看着景阮的眼睛,阎以鹤突然想起自己以前的择偶标准,为什么是可以任由他掌控,任由他塑造的恋人。
其实无非是看着他的人太多,他的一举一动都有人汇报给阎岳池,汇报给心理医生。
像分析什么产品一样,分析他的价值。
一旦不合格,立马及时止损。
从十六岁进入权利中心前,没有任何一个人是真心待他的,进入权利中心后,跟在他身边的人,都是为了利益而来。
陈伏愿意背叛其他四大家族,忠心跟在他身边,只是因为他许诺过,若是成功后,只让陈伏跟随他这一辈子,陈家从下一代开始可以完全脱离阎以鹤,并且从他这里得到的所有好处都不用还回去。
陈家可以脱离跟随,独立成为一个世家大族,其他几大家族或许不能理解,但是在阎以鹤看来,这是陈伏做过最聪明的一个决定。

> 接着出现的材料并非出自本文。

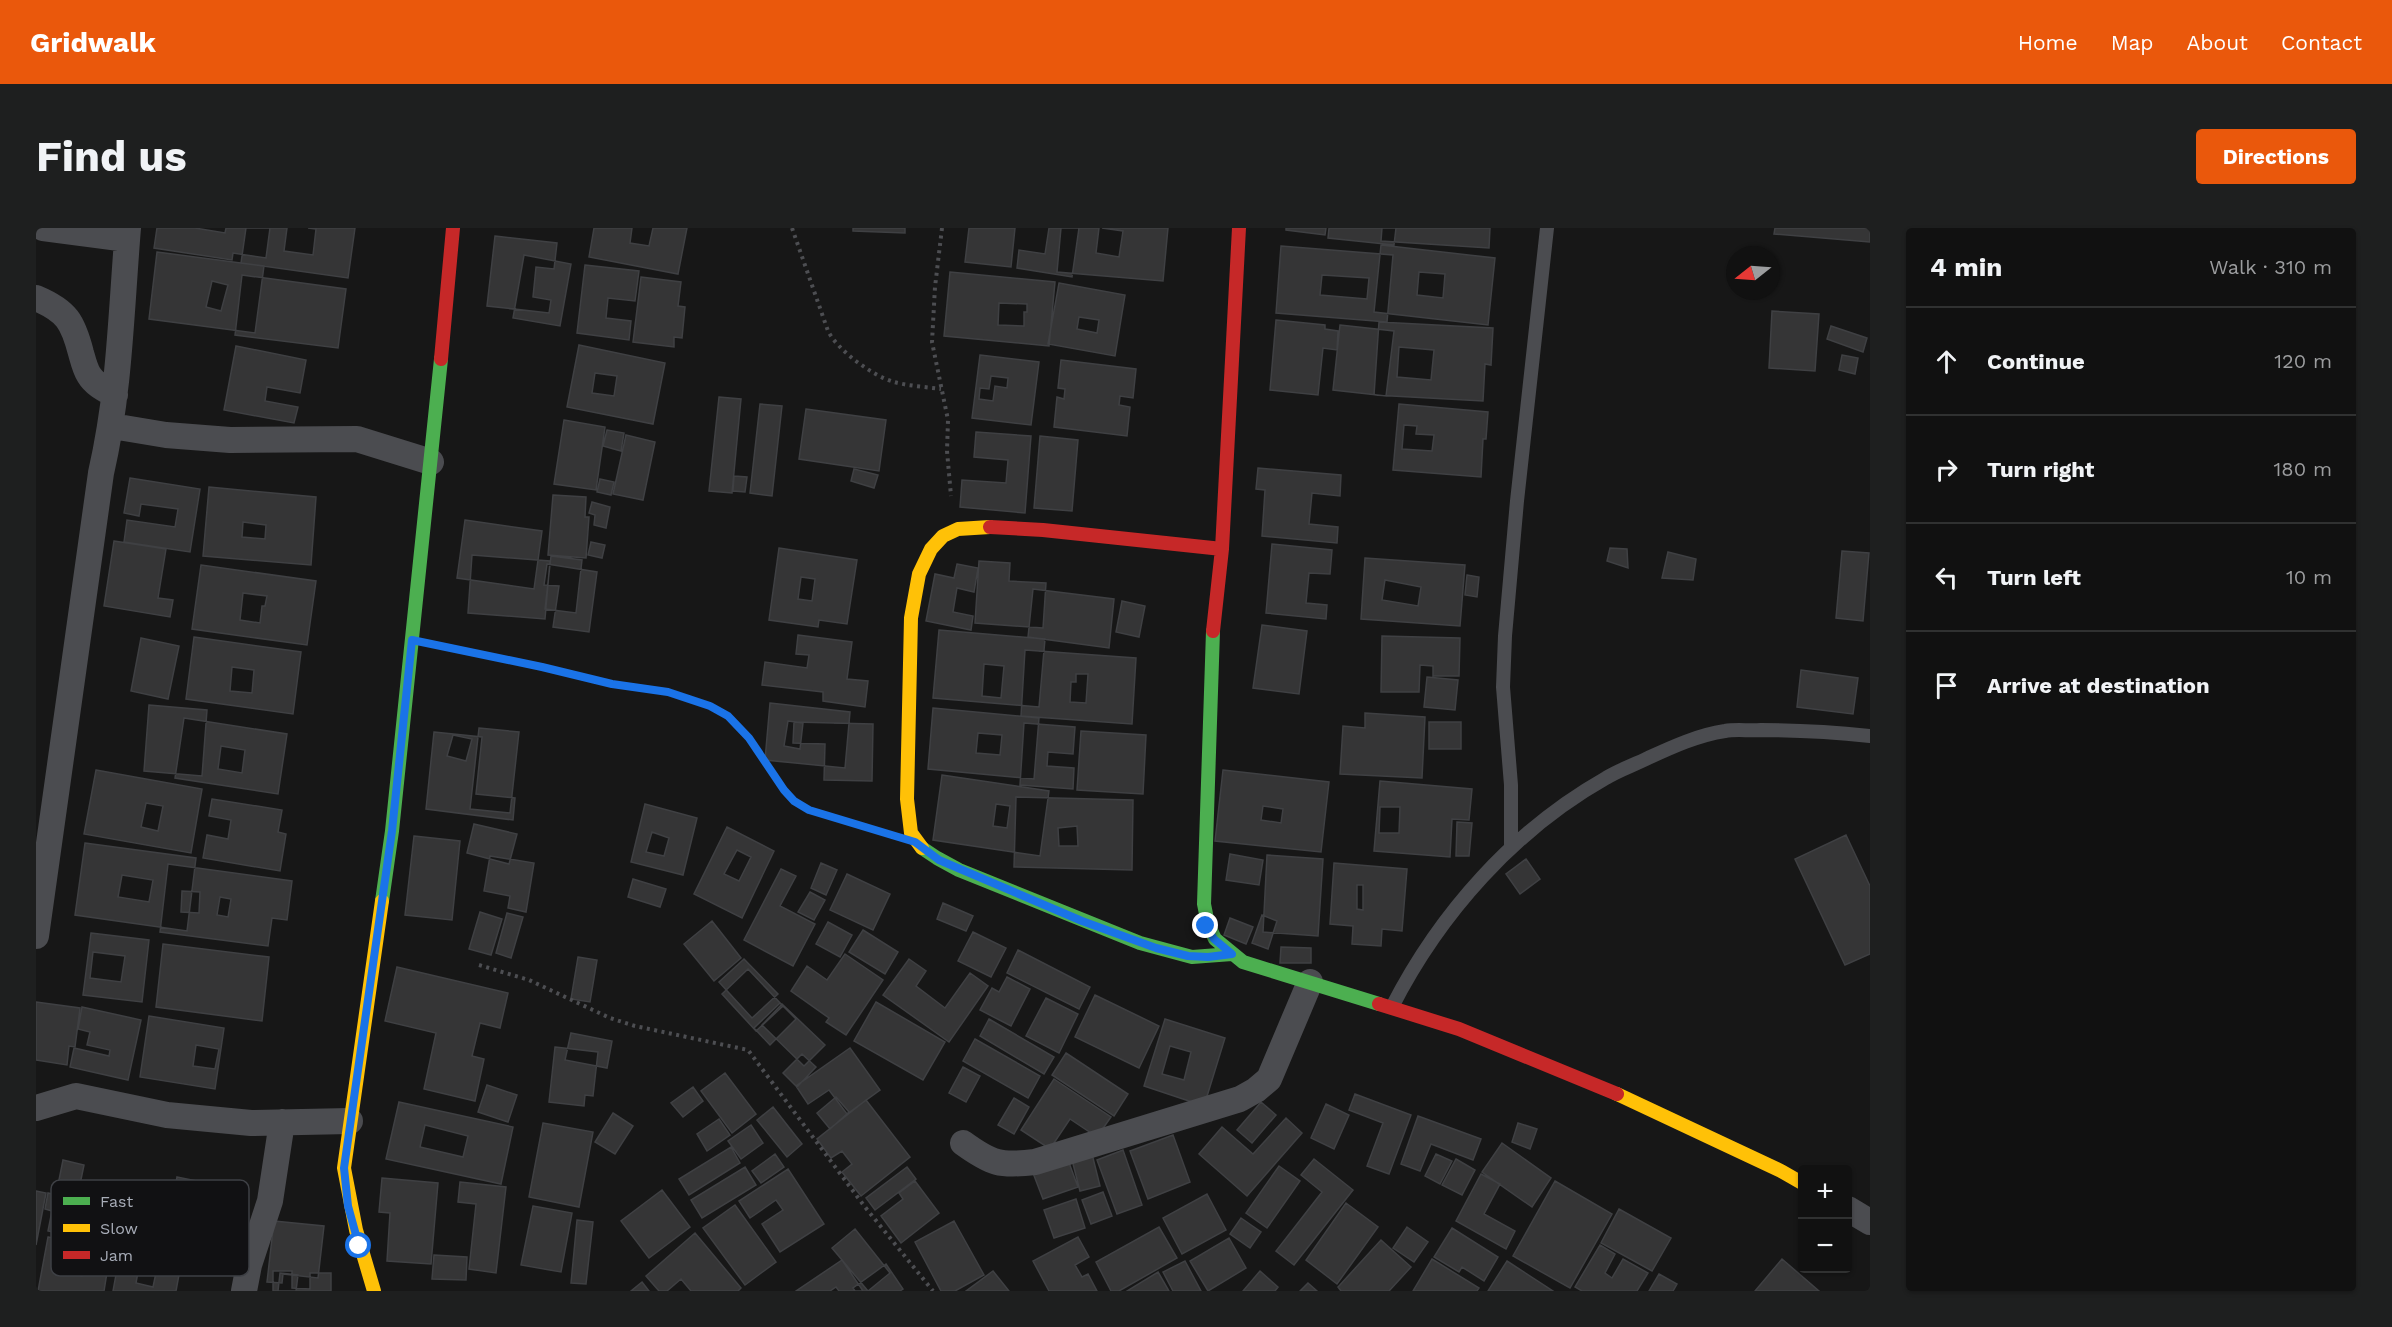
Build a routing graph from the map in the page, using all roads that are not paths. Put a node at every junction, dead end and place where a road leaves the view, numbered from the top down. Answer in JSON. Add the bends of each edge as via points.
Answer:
{"nodes":[{"id":1,"x":43,"y":228,"type":"edge"},
{"id":2,"x":453,"y":228,"type":"edge"},
{"id":3,"x":1239,"y":228,"type":"edge"},
{"id":4,"x":1547,"y":228,"type":"edge"},
{"id":5,"x":128,"y":233,"type":"edge"},
{"id":6,"x":36,"y":298,"type":"edge"},
{"id":7,"x":115,"y":395,"type":"junction"},
{"id":8,"x":112,"y":426,"type":"junction"},
{"id":9,"x":430,"y":462,"type":"junction"},
{"id":10,"x":1222,"y":549,"type":"junction"},
{"id":11,"x":1870,"y":736,"type":"edge"},
{"id":12,"x":1511,"y":848,"type":"junction"},
{"id":13,"x":36,"y":936,"type":"edge"},
{"id":14,"x":1232,"y":954,"type":"junction"},
{"id":15,"x":1310,"y":982,"type":"junction"},
{"id":16,"x":1392,"y":1008,"type":"junction"},
{"id":17,"x":43,"y":1103,"type":"edge"},
{"id":18,"x":350,"y":1121,"type":"junction"},
{"id":19,"x":282,"y":1122,"type":"junction"},
{"id":20,"x":963,"y":1143,"type":"dead end"},
{"id":21,"x":1798,"y":1180,"type":"edge"},
{"id":22,"x":1852,"y":1211,"type":"edge"},
{"id":23,"x":1870,"y":1222,"type":"edge"},
{"id":24,"x":249,"y":1265,"type":"edge"},
{"id":25,"x":247,"y":1276,"type":"edge"},
{"id":26,"x":244,"y":1291,"type":"edge"},
{"id":27,"x":374,"y":1291,"type":"edge"}],
"edges":[{"from":1,"to":5,"type":"street"},
{"from":2,"to":9,"type":"street"},
{"from":3,"to":10,"type":"street"},
{"from":4,"to":12,"type":"lane","via":[[1504,636],[1503,687],[1512,785]]},
{"from":5,"to":7,"type":"street"},
{"from":6,"to":7,"type":"street","via":[[69,318],[88,375]]},
{"from":7,"to":8,"type":"street"},
{"from":8,"to":9,"type":"street","via":[[230,440],[357,439]]},
{"from":8,"to":13,"type":"street","via":[[99,485]]},
{"from":9,"to":18,"type":"street","via":[[392,831]]},
{"from":10,"to":14,"type":"street","via":[[1213,622],[1204,904],[1206,926]]},
{"from":10,"to":14,"type":"street","via":[[1043,530],[958,529],[943,536],[931,549],[919,574],[911,618],[907,799],[915,842],[939,860],[1156,948],[1188,956]]},
{"from":11,"to":12,"type":"lane","via":[[1817,730],[1724,731],[1680,744],[1606,778]]},
{"from":12,"to":16,"type":"lane","via":[[1450,914],[1409,973]]},
{"from":14,"to":15,"type":"street","via":[[1243,962]]},
{"from":15,"to":16,"type":"street"},
{"from":15,"to":20,"type":"street","via":[[1269,1079],[1240,1100],[1035,1162],[1009,1165],[986,1160]]},
{"from":16,"to":21,"type":"street","via":[[1459,1029],[1617,1094]]},
{"from":17,"to":19,"type":"street","via":[[76,1096],[167,1115]]},
{"from":18,"to":19,"type":"street"},
{"from":18,"to":27,"type":"street","via":[[344,1168],[348,1206]]},
{"from":19,"to":24,"type":"street","via":[[270,1201]]},
{"from":22,"to":23,"type":"street"},
{"from":25,"to":26,"type":"street"}]}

一个家族若是想要强大,必须得后辈优秀,但是所有的优秀后辈都被挑选进阎家,为阎家做事,虽然可以借阎家的势力顺风顺水,但同样也会导致依附的家族永远强大不起来。
陈婉跟随他,则是想要权利。
每个人都从他这里得到想要的。
只有景阮,一开始为了财富而来,最后却不想要财富,想要他的爱。
“景阮,想去看晚霞吗?”
阎以鹤又问了一遍之前的那个问题。
景阮听到阎以鹤这话后,愣了一下,他不明白阎以鹤为什么这么执着,想去看这一场晚霞。
“可以看见吗?”
景阮没有拒绝,问起他这个问题。
“只要你想,就能看见。”
“我想去看。”
景阮回答他。
阎以鹤听见他这句话后,笑了。
夜深,两人相互依偎入睡。
时间慢慢过去,阎以鹤的伤好后,他去做事了,这一次他们又换了一个住处,同样是在那一片红砖房住,只是这一次是他们一家三口单独住的两室一厅,没有其他人合住。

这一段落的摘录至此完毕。